I would suggest that in terms of touch-to-action lag, the hardware itself could be at fault.  Consider the old cassette decks: pre-solanoid switches, one would have lever-based switches, which made it easy to do recordings using quick cues, without much machination at all beyond a good hand on the pause switch/button.  Then along came the buttons on most major manufacturer's cassette decks: no longer the exact manner of the pause-unpause per your own innate timing, but rather the learned anticipation of the amount of time between your pushing the button and (click,rrrr,click click,pomph!) the tape mechanism moving.  If PC-based editing had not come along I'd have had difficulty making recordings with nearly-non-existent gaps between tracks, because of that simple thing.  And it's just not the same process anymore, much less spontaneous frankly...
 
So the possibility that you're contending with touch-to-action lag is quite good, IMHO.

From: Mech
Sent: Saturday, January 30, 2010 12:54 PM
Subject: Re: Everyday Looper - A Looper for the iPhone/iPod Touch

At 12:25 AM +0100 1/30/10, Raphaël - Mancing Dolecules wrote:
>
>Don't hesitate to tell me what you think about it, or ask me questions
>if things are unclear. On this mailing list will be fine as I read it
>regularly :).

Raphael,

Thanks for coding this, and an even greater
thanks for giving us the chance to quiz you on it
here.

I'm very interested, but I do have one question.
In the past, I've purchased some of your
competitor's products  and found them to be
completely unusable for serious work due to
timing discrepancies (Loopy, for example).

It appears that using the touch interface to
trigger looping often does NOT result in the sort
of critical timing that is necessary for
recording useable loops.  You tap the screen to
begin recording, and in some cases it's right on.
In others, there can be as much as a half-second
lag before it starts.  And in a few other
instances, it ignores the touch altogether.

IMNSHO, this is not 100% due to the app.  It
seems endemic to the iPhone architecture itself
and probably stems from the multi-threading
architecture (or, more accurately, the lack of
it), the pitiful amount of available RAM on the
iPhone (64mb for all applications?!?) and quite
possibly even the performance of the CPU.  I've
had the same sort of lag suddenly attack the
keyboard as I've been typing an email, for
instance.  It's just that email is not a
time-critical application.

What's more, the lag is inconsistent, so it's
impossible to compensate for with technique.

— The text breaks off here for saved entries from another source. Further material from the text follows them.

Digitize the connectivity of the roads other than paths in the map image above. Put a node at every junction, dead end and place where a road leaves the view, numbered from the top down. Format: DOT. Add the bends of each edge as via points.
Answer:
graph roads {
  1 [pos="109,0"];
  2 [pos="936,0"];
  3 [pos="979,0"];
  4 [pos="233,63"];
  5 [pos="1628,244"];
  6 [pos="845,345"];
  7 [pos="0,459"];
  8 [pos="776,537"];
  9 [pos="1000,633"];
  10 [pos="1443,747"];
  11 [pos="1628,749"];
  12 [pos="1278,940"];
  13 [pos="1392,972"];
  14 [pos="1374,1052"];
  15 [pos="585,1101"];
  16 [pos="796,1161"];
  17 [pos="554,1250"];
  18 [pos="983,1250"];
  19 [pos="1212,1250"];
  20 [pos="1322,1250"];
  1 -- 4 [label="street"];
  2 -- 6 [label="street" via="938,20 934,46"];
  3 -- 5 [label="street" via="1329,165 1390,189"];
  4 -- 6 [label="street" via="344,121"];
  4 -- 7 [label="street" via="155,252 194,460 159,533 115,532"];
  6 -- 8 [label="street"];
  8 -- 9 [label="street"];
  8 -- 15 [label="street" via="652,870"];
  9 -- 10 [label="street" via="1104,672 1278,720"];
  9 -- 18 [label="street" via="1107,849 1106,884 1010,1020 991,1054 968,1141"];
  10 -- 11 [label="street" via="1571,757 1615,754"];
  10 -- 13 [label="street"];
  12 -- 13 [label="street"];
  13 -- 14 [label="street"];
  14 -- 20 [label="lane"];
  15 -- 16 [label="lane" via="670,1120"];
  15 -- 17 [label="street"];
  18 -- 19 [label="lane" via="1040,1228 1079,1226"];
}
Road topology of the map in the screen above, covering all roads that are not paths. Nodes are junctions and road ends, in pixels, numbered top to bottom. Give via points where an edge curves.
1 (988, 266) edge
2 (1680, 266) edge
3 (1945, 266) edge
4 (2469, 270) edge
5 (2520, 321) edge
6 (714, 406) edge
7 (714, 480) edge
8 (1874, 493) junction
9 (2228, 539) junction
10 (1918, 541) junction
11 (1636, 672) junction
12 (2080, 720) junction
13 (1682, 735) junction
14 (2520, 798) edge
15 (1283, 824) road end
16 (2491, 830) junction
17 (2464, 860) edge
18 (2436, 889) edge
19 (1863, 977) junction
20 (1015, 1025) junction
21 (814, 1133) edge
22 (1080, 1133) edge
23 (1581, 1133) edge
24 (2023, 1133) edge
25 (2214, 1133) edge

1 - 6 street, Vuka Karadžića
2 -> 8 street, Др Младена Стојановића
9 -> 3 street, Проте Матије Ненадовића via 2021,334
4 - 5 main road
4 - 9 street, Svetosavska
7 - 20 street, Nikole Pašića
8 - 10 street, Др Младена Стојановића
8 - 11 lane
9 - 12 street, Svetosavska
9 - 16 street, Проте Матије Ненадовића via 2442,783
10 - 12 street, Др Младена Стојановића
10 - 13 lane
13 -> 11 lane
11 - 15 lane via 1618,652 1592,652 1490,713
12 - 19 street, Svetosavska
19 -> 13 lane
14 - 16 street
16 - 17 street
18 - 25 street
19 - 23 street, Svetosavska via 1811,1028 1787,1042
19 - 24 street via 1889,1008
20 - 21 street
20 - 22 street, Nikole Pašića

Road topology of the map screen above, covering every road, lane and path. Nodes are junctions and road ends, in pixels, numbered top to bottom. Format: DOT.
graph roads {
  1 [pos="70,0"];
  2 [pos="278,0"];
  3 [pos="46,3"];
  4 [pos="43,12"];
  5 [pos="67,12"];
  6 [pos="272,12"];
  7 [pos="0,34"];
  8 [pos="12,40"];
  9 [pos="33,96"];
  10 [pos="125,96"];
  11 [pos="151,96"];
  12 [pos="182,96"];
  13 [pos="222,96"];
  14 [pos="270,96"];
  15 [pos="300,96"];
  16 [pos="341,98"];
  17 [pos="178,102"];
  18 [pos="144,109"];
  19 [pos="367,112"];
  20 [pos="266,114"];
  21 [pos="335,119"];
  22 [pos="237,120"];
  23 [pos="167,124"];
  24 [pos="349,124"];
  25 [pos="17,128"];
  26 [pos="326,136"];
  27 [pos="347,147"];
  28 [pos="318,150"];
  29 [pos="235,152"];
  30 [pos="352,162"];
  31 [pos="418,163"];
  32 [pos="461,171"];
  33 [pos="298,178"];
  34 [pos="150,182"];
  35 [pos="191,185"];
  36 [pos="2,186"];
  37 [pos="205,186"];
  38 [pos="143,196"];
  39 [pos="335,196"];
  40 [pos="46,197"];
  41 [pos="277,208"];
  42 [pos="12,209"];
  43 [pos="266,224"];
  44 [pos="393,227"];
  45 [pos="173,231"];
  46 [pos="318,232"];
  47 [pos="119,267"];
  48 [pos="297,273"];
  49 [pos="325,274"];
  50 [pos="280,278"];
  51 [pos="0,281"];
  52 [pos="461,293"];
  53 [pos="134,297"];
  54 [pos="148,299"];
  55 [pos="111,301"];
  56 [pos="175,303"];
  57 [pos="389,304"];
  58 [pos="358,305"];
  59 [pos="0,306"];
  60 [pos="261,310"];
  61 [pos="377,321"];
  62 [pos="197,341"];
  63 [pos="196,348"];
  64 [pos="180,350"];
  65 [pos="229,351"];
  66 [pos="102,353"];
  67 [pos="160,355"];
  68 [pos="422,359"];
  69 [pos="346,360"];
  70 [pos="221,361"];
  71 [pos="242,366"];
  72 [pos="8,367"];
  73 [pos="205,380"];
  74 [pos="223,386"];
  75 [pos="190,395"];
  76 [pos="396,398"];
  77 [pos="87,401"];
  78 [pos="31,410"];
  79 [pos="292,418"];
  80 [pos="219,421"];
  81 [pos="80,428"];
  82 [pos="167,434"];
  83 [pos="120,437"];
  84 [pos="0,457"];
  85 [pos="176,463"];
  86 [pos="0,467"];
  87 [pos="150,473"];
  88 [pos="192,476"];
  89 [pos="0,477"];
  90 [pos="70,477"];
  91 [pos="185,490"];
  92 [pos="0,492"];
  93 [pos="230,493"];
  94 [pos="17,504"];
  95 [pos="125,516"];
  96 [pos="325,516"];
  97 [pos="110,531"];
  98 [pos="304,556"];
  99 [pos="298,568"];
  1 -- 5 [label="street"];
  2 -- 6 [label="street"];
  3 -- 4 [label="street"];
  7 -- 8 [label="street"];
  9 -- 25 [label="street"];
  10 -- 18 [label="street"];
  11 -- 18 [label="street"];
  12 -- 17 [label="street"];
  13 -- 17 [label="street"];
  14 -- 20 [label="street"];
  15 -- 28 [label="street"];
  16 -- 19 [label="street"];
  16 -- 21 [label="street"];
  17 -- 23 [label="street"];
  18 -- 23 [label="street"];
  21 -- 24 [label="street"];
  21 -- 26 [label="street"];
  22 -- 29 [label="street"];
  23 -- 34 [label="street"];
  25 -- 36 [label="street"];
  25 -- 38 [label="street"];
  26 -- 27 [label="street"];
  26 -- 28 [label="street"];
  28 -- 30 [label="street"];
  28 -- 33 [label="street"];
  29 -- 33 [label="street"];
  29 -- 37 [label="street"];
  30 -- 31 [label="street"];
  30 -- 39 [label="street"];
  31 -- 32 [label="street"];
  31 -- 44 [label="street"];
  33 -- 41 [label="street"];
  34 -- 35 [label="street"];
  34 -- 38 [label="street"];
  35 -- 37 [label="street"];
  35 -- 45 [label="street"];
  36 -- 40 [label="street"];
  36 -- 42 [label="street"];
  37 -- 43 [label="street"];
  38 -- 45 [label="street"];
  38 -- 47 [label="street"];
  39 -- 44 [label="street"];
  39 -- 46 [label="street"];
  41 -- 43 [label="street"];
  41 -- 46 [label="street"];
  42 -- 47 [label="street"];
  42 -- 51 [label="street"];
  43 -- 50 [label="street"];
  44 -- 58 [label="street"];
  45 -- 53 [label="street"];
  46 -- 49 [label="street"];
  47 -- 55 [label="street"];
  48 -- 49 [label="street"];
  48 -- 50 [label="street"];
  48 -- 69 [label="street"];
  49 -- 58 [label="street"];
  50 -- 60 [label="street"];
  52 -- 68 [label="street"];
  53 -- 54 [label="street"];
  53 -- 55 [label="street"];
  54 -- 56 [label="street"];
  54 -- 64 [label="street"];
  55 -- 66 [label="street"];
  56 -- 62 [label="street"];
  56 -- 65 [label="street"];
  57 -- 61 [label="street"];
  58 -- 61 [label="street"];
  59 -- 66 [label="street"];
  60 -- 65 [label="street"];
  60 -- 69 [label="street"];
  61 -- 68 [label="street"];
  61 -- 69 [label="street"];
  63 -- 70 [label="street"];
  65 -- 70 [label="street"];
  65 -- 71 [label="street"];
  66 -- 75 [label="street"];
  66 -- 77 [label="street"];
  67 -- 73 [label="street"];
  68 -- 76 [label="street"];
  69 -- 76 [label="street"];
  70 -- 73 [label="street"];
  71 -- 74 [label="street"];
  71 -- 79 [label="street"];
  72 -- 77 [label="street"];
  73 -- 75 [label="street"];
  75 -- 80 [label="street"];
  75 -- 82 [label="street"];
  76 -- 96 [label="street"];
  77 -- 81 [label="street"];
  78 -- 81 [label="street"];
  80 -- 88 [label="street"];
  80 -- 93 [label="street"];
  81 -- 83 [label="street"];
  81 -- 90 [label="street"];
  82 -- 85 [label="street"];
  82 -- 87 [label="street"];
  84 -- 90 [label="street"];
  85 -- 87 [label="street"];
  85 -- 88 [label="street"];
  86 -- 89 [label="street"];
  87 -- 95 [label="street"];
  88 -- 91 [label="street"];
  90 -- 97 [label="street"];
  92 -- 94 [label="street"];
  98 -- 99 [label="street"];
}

I would imagine that there should be a way to
somewhat mitigate this in the application.  But
since I'm sure a lot of it stems from the iPhone
system, I'm curious what you've done to solve
this issue in Everyday Looper.

I'm not trying to be confrontational here, 'cause
I'd love to see one of these looping widgets
actually work.  It's just that I think there's
some limitation with the hardware platform that
makes this difficult at best (maybe later when
the iPad comes out, there'll be enough horsepower
to make it work).  But if you've found a way
around the issue, I'm definitely all ears.  :)

Thanks again!!!

--m.
--
_____
"we're no longer sure where home is; homesickness is our only guide"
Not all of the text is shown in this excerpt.